Low-Income Countries Are Most Responsive to Income and Food Price Changes

Recent commodity price spikes have put the spotlight on households' food budgets worldwide. Consumers in low-income countries, such as the Democratic Republic of Congo and Ethiopia, are more sensitive to changes in income and food prices than their counterparts in higher income, developed countries like the U.S., Canada, and Germany. As they react to income and price changes, consumers in low-income countries respond with larger adjustments to their food consumption patterns. These adjustments are not uniform across food categories--consumption of higher value food items, such as meats and dairy products, changes more than that of staple foods, which include wheat and rice.

In a recent study, ERS and collaborating economists from other institutions estimated elasticities for nine broad consumption categories (food, clothing, education, housing, house furnishings, medical, transport and communication, recreation, and other) and eight food subcategories (cereals, meat, fish, dairy products, oils and fats, fruit and vegetables, other foods, and beverages and tobacco) for 144 countries. The data used in the study are from the World Bank's 2005 International Comparison Program (ICP), covering 146 countries (the ERS analysis omits Greece and Comoros due to data issues), updating previous results based on the 1996 ICP covering 115 countries.

Advances in ICP data collection since 1996 led to more accurate measures of expenditures, prices, and gross domestic product (GDP) and, consequently, to more accurate estimates of income and price elasticities. The 2005 ICP data, which are the most recent available, account for more than 95 percent of the world's population and 98 percent of the world's nominal GDP. Among the newly added countries in the 2005 ICP are many low-income countries in Africa (now 48, up from 22), as well as China and India.

The income elasticity measures the estimated percentage change in quantity demanded for a particular consumption category if income (taken here as total expenditures on all categories) increases by 1 percent.
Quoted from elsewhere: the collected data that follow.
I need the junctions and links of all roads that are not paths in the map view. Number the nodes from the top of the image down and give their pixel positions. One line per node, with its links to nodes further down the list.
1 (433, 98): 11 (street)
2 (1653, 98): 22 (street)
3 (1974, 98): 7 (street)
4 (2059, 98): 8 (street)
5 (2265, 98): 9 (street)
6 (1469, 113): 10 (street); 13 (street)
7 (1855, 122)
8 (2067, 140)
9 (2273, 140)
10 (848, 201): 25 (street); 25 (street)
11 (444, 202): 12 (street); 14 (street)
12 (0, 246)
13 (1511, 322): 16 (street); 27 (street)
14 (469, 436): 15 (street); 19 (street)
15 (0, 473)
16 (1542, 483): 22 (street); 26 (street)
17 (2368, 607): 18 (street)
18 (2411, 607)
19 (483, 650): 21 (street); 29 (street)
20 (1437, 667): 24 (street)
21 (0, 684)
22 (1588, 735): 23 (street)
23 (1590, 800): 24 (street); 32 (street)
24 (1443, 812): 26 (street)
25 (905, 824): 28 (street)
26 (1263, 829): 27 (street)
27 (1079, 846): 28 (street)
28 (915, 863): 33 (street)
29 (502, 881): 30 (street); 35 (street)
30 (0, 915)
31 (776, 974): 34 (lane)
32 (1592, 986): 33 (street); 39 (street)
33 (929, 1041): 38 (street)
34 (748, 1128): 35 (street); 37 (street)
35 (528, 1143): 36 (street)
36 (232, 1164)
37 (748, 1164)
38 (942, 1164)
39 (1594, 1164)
In general, income elasticities for food are highest among low-income countries, averaging 0.78 percent, compared with an average of 0.50 percent for high-income countries. In other words, consumers in low-income countries will spend a larger share of an increase in income on food than consumers in high-income countries. These finding are in accordance with Engel's law in that as income rises, the proportion of income spent on food falls.

These new measures are higher than those based on the 1996 ICP data, especially for the group of high-income countries. Restaurant and catering expenditures are newly included in the 2005 ICP data, raising the income elasticity for food. Cereals and vegetable oils and fats are among the most essential purchases for households in low-income countries. Income elasticities for both food groups average above 0.5 for low-income countries and under 0.1 for high-income countries.